Sajid Javid, home secretary of the United Kingdom, made the news last week when he dropped Britain’s blanket opposition to the death penalty. The UK has a long-standing rule that seeks assurances against the death penalty when extradition requests are received from other governments or when it provides assistance to foreign powers.
Javid broke this rule in deciding to extradite two ISIS fighters, members of a four-member terrorist cell nicknamed “the Beatles,” implicated in kidnappings, torture and murder, to the United States. The Home Secretary’s decision was highly controversial.
It presents a moral dilemma. On one hand he subverted a cherished principle of the UK and essentially made the state complicit in what could turn out to be an execution of the duo. But then again, these men have allegedly committed atrocities. They beheaded unarmed, not to mention innocent, individuals and recorded the act as propaganda to serve their cause. These are not nice people.
The two fighters gave an interview to CNN where they condemned Javid’s decision. They boldly admitted that they do not subscribe to the UK’s democratic ideals but added that the UK should, nonetheless, respect its own principles. These were ISIS fighters arguing that they deserve fair treatment under the same system that they have actively tried to undermine.
As exasperating as the duo’s actions are, they were right in condemning Javid’s decision. Liberal democracy cannot be sustained if principles are ignored for the sake of convenience, political expediency or by emotionally-charged decisions. We aim to reign over our emotions, because there is an absolute necessity to maintain objectivity.
The appeal of liberal democracy has always been that while the majority gets to rule, the fundamental rights of the minority will remain intact. Such an ideal, which is rapidly losing ground in the Western world, has been scantly espoused in Ethiopia. This is a nation that calls for the respect of individual freedoms but not too much of it. We are a society that wants to see the rule of law respected but not on certain occasions when a general agreement says that it should be ignored.
About two weeks ago a mob attacked the properties of a hotel in Debre Marqos, Amhara Regional State, that was rumored to belong to a member of ANDM. Last month, protesters at a rally attacked individuals they suspected of perpetrating a grenade attack.
Both of these incidents were committed by members of the general public. In condemning the incidents, a couple of arguments are put forward.
The first is that the attacking mob were in an intensely emotional moment and took matters into their own hands.
Should the crowd be criticised for acting like a mob?
The other is that their actions were guided by the belief that the security forces are compromised or are too weak to take appropriate actions. It is said that the public is merely playing its part in the effort to “drain the swamp” and bring all those who are guilty to justice.

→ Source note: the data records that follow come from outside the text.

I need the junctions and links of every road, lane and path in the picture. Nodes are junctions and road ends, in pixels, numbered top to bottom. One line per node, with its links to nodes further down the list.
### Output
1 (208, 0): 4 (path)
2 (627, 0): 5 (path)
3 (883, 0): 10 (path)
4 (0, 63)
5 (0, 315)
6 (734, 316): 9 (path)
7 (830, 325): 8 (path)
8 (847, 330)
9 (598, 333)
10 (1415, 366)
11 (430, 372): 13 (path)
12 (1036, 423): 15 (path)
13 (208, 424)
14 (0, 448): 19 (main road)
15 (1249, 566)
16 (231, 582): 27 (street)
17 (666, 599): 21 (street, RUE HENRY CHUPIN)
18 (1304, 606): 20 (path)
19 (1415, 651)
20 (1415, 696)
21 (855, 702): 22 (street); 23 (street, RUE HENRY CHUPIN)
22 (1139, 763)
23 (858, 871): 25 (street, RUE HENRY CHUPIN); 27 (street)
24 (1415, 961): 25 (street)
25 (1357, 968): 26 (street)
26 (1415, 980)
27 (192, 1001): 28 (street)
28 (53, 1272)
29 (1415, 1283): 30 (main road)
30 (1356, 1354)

There are similar and noticeable problems within the administration of Prime Minister Abiy Ahmed (PhD). While his positive reform efforts cannot be ignored – his honesty about his own party are redemptive for those that have suffered for merely criticising the government – the lack of transparency that plagues his administration is worrying.
He should not continue with this current pace of reform without providing adequate information on procedures and content. This includes the ongoing Ethio-Eritrea thaw, the bombing at Mesqel Square and the diaspora trust fund that has already been set up. At the very least, the Prime Minister should hold a press conference on such important matters.
The public should demand that the administration fully apply the principlesof accountability that it seems to subscribe to. There is no accountability without transparency. We should not give the administration a pass in the belief that this transitional time calls for the suspension of some of the pillars of democracy.
Indeed, holding on to our principles in the face of anarchy is tasking. There are groups out there that do not want to play by the rules as was evident by the grenade attack on June 23 at Mesqel Square. It is hard to sit down and talk with anyone who brings a stick to a peaceful negotiating table.
But we should not stoop to the same level of inhibited morality as our adversaries. That path is a slippery slope that creates cracks within democratic principles and merely justifies the arguments of the opposing side.
The regional states should help here by strictly enforcing the law in collaboration with federal forces, if necessary. The need for an adequate level of transparency and the use of legal but proportional force should go without saying.
It is during this period of transformation in the nation’s socio-political structure that a ritualistic devotion to democratic principles is necessary. We are not building the super-structure of a democracy. We are merely at the foundation level. We are in a period where the utmost precision is required to avoid bringing the whole edifice down.